Exercise:
Can the data below be set down again exactly, line for line?

Dataset items:

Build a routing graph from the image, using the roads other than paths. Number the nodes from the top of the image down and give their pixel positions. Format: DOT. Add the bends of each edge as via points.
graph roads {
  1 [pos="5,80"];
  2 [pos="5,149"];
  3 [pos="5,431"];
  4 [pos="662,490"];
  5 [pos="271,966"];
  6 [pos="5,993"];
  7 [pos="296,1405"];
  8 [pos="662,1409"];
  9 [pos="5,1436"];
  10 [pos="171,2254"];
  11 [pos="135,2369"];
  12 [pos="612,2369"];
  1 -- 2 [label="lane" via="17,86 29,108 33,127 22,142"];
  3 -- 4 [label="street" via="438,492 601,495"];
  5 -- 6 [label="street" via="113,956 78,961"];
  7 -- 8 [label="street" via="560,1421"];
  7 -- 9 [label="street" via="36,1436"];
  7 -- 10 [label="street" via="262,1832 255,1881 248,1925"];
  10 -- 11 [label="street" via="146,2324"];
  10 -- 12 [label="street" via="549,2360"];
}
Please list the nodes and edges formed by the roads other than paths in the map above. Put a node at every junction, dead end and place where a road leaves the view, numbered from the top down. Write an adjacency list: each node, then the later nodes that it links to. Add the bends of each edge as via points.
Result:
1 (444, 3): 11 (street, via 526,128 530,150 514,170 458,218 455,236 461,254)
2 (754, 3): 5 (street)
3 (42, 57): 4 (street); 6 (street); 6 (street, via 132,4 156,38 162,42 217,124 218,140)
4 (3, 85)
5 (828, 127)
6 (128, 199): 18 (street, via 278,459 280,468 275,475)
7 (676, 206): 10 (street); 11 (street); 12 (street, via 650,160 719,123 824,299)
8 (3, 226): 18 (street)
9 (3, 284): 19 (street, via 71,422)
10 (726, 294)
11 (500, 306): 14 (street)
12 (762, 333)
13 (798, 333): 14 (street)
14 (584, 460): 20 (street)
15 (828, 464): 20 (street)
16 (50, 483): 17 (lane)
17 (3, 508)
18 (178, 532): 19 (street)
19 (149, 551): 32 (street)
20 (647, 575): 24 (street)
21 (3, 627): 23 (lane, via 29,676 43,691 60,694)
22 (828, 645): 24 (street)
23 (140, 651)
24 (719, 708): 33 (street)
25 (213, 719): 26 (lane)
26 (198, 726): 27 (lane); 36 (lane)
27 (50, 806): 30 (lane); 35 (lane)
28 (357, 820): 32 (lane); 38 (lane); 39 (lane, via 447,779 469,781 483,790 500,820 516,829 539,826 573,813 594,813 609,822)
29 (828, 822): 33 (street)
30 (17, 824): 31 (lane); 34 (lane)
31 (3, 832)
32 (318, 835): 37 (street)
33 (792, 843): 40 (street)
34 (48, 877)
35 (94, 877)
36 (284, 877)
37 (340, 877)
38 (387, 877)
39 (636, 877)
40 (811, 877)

Response:
Build a routing graph from the image, using the roads other than paths. Number the nodes from the top of the image down and give their pixel positions. Format: DOT. Add the bends of each edge as via points.
graph roads {
  1 [pos="5,80"];
  2 [pos="5,149"];
  3 [pos="5,431"];
  4 [pos="662,490"];
  5 [pos="271,966"];
  6 [pos="5,993"];
  7 [pos="296,1405"];
  8 [pos="662,1409"];
  9 [pos="5,1436"];
  10 [pos="171,2254"];
  11 [pos="135,2369"];
  12 [pos="612,2369"];
  1 -- 2 [label="lane" via="17,86 29,108 33,127 22,142"];
  3 -- 4 [label="street" via="438,492 601,495"];
  5 -- 6 [label="street" via="113,956 78,961"];
  7 -- 8 [label="street" via="560,1421"];
  7 -- 9 [label="street" via="36,1436"];
  7 -- 10 [label="street" via="262,1832 255,1881 248,1925"];
  10 -- 11 [label="street" via="146,2324"];
  10 -- 12 [label="street" via="549,2360"];
}
Please list the nodes and edges formed by the roads other than paths in the map above. Put a node at every junction, dead end and place where a road leaves the view, numbered from the top down. Write an adjacency list: each node, then the later nodes that it links to. Add the bends of each edge as via points.
Result:
1 (444, 3): 11 (street, via 526,128 530,150 514,170 458,218 455,236 461,254)
2 (754, 3): 5 (street)
3 (42, 57): 4 (street); 6 (street); 6 (street, via 132,4 156,38 162,42 217,124 218,140)
4 (3, 85)
5 (828, 127)
6 (128, 199): 18 (street, via 278,459 280,468 275,475)
7 (676, 206): 10 (street); 11 (street); 12 (street, via 650,160 719,123 824,299)
8 (3, 226): 18 (street)
9 (3, 284): 19 (street, via 71,422)
10 (726, 294)
11 (500, 306): 14 (street)
12 (762, 333)
13 (798, 333): 14 (street)
14 (584, 460): 20 (street)
15 (828, 464): 20 (street)
16 (50, 483): 17 (lane)
17 (3, 508)
18 (178, 532): 19 (street)
19 (149, 551): 32 (street)
20 (647, 575): 24 (street)
21 (3, 627): 23 (lane, via 29,676 43,691 60,694)
22 (828, 645): 24 (street)
23 (140, 651)
24 (719, 708): 33 (street)
25 (213, 719): 26 (lane)
26 (198, 726): 27 (lane); 36 (lane)
27 (50, 806): 30 (lane); 35 (lane)
28 (357, 820): 32 (lane); 38 (lane); 39 (lane, via 447,779 469,781 483,790 500,820 516,829 539,826 573,813 594,813 609,822)
29 (828, 822): 33 (street)
30 (17, 824): 31 (lane); 34 (lane)
31 (3, 832)
32 (318, 835): 37 (street)
33 (792, 843): 40 (street)
34 (48, 877)
35 (94, 877)
36 (284, 877)
37 (340, 877)
38 (387, 877)
39 (636, 877)
40 (811, 877)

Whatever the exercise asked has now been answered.